(Entries taken from a collection)
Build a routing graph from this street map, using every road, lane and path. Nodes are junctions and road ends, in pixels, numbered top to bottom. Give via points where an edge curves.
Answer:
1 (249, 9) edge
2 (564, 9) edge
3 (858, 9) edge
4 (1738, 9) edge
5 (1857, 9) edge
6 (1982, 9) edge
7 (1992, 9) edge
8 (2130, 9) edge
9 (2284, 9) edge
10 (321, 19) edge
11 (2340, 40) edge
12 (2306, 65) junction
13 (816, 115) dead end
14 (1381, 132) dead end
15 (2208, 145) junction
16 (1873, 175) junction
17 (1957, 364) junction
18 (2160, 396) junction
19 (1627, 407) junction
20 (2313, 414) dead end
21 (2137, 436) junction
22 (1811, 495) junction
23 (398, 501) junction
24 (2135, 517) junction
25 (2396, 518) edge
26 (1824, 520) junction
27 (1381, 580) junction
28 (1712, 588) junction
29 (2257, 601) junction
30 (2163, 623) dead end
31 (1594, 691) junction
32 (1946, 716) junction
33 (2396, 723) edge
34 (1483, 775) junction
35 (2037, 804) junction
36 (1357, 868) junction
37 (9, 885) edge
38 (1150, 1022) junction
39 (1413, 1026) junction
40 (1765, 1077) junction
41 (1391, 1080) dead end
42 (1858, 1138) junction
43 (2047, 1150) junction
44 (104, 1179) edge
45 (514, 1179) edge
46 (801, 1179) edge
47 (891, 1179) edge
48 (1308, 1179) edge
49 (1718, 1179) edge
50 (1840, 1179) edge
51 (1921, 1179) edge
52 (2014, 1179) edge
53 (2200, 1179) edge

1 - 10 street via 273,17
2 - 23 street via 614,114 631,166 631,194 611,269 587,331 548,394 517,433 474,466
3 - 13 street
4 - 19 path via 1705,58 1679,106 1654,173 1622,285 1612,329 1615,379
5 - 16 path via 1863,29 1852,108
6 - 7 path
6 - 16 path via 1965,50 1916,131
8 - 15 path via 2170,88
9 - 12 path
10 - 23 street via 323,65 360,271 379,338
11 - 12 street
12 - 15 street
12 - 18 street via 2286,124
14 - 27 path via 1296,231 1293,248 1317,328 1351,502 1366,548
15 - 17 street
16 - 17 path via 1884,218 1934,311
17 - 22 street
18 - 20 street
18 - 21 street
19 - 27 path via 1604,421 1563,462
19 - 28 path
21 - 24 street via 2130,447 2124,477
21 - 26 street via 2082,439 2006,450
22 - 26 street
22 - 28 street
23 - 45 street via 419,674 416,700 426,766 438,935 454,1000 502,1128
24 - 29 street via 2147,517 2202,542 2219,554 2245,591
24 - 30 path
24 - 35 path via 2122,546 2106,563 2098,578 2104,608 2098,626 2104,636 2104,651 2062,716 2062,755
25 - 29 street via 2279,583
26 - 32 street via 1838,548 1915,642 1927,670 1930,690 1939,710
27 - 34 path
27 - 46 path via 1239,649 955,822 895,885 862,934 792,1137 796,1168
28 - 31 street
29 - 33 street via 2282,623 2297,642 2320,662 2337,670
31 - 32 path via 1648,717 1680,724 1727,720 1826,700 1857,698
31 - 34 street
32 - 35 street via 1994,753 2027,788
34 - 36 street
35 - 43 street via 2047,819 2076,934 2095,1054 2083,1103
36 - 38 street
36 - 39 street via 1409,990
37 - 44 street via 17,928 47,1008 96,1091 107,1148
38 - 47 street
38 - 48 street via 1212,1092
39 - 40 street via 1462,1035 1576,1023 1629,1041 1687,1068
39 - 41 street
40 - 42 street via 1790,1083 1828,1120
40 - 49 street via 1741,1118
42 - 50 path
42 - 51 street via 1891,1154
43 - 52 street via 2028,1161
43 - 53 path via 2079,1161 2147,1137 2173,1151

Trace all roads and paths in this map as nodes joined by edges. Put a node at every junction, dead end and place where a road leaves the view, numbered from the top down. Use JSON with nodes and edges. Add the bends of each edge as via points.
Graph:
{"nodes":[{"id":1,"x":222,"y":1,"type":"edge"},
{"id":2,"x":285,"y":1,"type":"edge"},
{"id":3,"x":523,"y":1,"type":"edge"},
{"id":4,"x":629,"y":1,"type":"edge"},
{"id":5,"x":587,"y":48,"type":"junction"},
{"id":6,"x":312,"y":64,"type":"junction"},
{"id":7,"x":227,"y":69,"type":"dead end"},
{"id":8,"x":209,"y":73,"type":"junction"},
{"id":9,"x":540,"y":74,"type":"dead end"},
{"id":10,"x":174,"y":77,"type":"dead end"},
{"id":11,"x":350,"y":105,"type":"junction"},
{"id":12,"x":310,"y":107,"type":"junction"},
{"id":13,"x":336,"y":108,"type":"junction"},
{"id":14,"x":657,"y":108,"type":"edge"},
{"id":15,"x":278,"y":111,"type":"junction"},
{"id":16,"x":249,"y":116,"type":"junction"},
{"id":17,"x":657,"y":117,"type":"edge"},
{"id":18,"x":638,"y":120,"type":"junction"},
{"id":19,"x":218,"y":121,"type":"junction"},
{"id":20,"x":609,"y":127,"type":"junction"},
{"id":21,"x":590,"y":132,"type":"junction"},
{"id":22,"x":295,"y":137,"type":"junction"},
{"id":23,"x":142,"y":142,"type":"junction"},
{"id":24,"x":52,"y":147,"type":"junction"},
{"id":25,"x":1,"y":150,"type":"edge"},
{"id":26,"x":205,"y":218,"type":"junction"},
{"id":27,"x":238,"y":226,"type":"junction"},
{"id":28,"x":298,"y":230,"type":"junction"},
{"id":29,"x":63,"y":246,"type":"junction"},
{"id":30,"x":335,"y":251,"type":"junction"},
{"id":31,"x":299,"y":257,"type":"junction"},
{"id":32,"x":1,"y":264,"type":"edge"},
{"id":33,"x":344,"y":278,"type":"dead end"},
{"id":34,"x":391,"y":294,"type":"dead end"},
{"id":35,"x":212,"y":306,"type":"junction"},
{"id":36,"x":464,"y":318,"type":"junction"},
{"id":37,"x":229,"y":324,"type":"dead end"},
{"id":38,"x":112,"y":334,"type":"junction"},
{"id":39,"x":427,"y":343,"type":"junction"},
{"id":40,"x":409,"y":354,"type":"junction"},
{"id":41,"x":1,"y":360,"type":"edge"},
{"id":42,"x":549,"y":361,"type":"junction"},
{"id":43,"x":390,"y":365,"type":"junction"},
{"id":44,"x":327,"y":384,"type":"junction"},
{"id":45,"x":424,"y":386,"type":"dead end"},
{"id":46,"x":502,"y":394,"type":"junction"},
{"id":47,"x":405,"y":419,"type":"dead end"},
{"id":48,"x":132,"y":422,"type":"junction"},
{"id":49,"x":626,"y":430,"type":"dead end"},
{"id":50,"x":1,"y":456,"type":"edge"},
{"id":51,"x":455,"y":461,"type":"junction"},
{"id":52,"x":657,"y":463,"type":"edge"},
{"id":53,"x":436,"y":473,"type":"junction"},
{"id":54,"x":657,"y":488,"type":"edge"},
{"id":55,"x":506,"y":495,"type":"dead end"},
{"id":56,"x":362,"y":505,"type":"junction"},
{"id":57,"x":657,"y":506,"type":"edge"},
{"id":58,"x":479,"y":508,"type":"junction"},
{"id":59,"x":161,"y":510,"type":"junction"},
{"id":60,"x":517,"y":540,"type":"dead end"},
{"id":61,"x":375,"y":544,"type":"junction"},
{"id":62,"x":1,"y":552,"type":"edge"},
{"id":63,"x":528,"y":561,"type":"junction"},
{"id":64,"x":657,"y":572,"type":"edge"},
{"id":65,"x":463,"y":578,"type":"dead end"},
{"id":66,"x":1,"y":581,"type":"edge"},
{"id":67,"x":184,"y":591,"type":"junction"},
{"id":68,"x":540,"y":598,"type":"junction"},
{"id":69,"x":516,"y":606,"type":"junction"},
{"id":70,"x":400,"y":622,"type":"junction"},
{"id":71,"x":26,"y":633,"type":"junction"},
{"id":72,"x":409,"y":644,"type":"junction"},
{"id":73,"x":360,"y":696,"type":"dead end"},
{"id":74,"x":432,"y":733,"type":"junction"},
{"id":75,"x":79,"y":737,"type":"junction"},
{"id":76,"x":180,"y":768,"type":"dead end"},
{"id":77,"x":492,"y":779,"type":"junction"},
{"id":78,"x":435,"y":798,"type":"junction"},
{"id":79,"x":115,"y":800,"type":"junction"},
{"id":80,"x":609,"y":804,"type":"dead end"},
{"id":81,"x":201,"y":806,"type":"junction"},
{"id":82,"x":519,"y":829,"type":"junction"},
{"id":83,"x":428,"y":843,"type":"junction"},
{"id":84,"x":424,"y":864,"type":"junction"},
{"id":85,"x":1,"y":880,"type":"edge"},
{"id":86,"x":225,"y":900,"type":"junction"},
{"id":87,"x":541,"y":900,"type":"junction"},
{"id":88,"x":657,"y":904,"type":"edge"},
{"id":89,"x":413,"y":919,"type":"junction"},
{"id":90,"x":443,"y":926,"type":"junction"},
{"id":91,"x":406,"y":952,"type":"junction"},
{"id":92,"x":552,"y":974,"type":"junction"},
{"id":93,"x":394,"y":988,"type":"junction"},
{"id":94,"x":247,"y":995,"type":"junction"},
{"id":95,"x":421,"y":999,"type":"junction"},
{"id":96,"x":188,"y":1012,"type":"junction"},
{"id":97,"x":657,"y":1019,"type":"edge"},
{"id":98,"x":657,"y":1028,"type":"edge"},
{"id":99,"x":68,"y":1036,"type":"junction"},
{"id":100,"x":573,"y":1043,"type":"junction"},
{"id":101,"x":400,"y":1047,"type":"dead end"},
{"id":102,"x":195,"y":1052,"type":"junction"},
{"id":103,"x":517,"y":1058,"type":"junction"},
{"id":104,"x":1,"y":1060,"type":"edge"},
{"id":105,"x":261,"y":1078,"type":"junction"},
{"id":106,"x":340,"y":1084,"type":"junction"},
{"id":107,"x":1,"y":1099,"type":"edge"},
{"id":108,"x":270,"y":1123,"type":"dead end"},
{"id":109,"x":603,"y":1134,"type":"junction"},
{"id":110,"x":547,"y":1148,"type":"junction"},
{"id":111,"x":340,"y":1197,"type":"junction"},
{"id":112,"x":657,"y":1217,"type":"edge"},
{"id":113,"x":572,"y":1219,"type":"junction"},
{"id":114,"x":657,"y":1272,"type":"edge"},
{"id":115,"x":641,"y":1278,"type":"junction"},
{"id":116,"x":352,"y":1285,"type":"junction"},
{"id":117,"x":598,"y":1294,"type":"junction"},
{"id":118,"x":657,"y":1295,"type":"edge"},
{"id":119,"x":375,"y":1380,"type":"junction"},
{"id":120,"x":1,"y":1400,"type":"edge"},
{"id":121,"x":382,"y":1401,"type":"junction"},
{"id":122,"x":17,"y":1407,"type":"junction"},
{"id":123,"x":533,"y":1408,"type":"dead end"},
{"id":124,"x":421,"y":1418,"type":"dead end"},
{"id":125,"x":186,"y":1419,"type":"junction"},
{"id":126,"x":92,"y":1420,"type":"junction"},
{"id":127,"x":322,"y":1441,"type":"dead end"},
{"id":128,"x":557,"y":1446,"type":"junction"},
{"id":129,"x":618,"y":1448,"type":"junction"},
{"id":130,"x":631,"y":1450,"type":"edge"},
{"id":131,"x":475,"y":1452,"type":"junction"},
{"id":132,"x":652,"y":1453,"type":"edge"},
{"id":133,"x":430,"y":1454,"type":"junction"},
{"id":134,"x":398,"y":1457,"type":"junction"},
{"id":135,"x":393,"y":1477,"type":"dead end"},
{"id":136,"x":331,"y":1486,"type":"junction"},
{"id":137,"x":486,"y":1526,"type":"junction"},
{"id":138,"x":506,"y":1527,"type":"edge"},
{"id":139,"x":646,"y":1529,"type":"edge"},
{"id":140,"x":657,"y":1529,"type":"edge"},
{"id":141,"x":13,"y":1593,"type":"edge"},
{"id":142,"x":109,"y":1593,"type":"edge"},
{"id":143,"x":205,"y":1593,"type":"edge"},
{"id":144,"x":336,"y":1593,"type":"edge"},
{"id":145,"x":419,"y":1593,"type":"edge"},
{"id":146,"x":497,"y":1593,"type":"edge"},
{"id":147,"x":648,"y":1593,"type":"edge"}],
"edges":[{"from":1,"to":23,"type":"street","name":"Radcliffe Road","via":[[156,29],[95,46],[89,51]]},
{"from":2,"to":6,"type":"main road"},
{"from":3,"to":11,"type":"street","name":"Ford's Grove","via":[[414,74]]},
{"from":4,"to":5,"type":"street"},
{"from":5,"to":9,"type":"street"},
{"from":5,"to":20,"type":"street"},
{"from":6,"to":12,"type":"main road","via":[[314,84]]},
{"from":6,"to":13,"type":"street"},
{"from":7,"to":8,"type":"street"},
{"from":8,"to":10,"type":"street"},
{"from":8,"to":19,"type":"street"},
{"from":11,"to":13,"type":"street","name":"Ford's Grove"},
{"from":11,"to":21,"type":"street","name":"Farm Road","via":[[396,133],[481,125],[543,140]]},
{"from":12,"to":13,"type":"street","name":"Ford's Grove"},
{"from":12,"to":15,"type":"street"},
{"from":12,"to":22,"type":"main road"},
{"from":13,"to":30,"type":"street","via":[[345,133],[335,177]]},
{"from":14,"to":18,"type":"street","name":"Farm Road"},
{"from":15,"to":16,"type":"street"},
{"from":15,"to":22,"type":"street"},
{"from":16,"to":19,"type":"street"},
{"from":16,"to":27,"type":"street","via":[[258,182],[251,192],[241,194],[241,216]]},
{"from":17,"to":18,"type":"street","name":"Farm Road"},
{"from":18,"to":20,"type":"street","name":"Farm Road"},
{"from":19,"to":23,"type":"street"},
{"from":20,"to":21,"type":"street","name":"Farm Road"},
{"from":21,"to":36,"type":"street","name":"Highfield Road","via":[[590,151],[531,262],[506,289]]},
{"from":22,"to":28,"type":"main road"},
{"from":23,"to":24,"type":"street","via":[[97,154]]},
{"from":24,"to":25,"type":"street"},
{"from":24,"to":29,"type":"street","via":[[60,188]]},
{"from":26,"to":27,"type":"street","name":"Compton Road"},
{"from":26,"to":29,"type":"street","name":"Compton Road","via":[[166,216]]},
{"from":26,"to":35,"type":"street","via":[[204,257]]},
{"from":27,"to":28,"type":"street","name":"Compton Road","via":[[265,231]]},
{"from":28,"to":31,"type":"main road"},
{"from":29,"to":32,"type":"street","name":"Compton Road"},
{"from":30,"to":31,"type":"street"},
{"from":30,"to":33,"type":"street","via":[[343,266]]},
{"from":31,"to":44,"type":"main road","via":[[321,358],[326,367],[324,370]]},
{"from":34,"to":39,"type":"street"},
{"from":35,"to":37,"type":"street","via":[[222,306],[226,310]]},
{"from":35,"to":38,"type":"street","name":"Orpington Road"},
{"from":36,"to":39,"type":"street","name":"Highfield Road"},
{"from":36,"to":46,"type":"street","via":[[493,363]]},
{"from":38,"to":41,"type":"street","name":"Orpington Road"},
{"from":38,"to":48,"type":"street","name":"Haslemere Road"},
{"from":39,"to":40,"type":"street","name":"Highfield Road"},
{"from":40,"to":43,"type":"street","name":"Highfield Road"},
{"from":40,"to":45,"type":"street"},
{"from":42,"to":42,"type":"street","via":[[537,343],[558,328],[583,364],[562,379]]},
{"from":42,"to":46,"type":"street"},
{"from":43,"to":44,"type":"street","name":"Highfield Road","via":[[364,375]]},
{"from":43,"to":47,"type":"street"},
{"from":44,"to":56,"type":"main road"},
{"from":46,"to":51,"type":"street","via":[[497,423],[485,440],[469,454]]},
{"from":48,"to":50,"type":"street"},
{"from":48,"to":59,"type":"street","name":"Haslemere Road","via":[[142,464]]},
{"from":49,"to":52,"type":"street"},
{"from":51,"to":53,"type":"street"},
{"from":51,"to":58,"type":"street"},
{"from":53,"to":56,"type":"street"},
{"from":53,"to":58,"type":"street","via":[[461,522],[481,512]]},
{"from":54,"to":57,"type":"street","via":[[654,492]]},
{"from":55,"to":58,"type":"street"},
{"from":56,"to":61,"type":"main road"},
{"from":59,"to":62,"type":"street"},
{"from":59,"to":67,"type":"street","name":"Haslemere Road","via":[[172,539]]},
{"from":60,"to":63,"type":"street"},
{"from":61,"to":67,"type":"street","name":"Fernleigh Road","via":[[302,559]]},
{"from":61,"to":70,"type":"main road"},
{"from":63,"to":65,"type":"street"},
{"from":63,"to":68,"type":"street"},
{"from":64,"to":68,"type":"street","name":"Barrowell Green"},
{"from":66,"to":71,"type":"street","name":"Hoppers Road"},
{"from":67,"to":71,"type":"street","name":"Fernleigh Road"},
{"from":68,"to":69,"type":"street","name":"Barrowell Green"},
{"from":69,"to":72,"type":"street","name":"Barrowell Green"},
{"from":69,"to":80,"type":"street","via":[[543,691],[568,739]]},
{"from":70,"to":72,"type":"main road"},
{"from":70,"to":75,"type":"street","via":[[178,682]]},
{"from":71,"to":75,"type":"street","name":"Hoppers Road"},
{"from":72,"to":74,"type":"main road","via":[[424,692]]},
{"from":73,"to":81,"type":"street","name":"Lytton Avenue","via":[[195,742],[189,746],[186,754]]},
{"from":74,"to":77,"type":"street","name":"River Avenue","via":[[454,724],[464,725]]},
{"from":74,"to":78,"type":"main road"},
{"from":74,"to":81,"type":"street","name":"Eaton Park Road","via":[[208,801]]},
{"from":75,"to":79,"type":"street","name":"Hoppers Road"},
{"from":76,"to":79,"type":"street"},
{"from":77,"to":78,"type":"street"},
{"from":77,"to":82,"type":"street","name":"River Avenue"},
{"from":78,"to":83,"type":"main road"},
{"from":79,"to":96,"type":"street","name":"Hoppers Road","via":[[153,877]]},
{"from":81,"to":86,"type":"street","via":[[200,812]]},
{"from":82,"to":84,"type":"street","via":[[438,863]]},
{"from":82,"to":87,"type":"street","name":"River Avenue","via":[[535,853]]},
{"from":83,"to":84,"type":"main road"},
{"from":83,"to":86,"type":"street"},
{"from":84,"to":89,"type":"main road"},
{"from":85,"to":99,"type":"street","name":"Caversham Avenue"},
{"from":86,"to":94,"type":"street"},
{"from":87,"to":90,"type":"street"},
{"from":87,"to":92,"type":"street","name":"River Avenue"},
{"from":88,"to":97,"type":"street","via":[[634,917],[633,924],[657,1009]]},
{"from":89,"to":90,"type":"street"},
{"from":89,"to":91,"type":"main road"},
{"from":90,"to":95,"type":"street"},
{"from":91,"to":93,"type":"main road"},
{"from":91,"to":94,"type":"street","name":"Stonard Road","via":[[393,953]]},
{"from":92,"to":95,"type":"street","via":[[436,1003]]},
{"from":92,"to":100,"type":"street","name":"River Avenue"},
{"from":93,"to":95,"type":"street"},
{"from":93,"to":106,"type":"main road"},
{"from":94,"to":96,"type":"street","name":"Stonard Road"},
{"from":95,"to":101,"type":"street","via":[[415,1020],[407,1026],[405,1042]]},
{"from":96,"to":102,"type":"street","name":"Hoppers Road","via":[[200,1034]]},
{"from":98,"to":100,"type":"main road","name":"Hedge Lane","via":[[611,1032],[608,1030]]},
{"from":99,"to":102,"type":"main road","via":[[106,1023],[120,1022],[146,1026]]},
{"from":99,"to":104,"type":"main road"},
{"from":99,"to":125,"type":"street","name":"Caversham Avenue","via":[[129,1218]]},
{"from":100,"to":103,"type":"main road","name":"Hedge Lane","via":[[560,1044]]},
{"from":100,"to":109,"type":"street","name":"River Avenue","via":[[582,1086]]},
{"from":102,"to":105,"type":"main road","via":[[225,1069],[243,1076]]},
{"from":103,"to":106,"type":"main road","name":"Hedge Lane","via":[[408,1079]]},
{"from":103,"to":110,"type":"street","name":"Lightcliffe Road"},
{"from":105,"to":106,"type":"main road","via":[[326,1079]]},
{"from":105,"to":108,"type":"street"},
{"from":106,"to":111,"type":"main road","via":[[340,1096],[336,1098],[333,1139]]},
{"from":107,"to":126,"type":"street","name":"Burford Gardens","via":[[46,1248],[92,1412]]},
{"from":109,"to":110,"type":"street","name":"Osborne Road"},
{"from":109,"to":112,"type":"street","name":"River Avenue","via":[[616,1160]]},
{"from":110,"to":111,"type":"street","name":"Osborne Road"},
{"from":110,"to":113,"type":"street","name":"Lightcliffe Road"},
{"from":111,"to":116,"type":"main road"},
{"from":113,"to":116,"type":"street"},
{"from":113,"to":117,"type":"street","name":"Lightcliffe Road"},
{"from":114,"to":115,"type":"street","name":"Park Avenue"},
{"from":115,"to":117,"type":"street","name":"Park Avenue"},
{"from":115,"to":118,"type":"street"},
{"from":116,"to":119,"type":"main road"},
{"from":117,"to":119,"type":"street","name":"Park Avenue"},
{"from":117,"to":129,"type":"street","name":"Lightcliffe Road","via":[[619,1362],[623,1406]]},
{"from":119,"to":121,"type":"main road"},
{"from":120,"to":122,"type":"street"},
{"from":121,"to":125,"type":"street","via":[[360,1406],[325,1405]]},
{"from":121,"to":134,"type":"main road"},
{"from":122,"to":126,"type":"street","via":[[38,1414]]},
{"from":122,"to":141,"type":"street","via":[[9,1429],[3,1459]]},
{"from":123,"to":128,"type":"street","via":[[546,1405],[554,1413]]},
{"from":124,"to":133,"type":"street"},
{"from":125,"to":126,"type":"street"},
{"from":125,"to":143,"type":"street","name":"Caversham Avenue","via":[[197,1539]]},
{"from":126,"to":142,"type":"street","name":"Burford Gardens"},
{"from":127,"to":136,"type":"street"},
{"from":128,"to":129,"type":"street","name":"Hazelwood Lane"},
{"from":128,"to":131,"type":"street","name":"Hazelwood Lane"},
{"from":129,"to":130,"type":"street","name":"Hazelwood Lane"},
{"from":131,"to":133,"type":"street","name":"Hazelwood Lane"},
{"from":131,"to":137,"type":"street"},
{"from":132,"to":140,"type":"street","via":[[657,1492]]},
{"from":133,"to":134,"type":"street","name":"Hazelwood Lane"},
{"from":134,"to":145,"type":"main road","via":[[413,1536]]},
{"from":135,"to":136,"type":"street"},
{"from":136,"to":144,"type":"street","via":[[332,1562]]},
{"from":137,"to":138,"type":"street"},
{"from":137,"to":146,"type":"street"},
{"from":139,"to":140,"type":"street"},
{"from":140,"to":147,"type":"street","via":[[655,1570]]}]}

What you need to do: Filter the data above down to lines with the word "Hedge", and copy them.

Problem solution:
{"from":98,"to":100,"type":"main road","name":"Hedge Lane","via":[[611,1032],[608,1030]]},
{"from":100,"to":103,"type":"main road","name":"Hedge Lane","via":[[560,1044]]},
{"from":103,"to":106,"type":"main road","name":"Hedge Lane","via":[[408,1079]]},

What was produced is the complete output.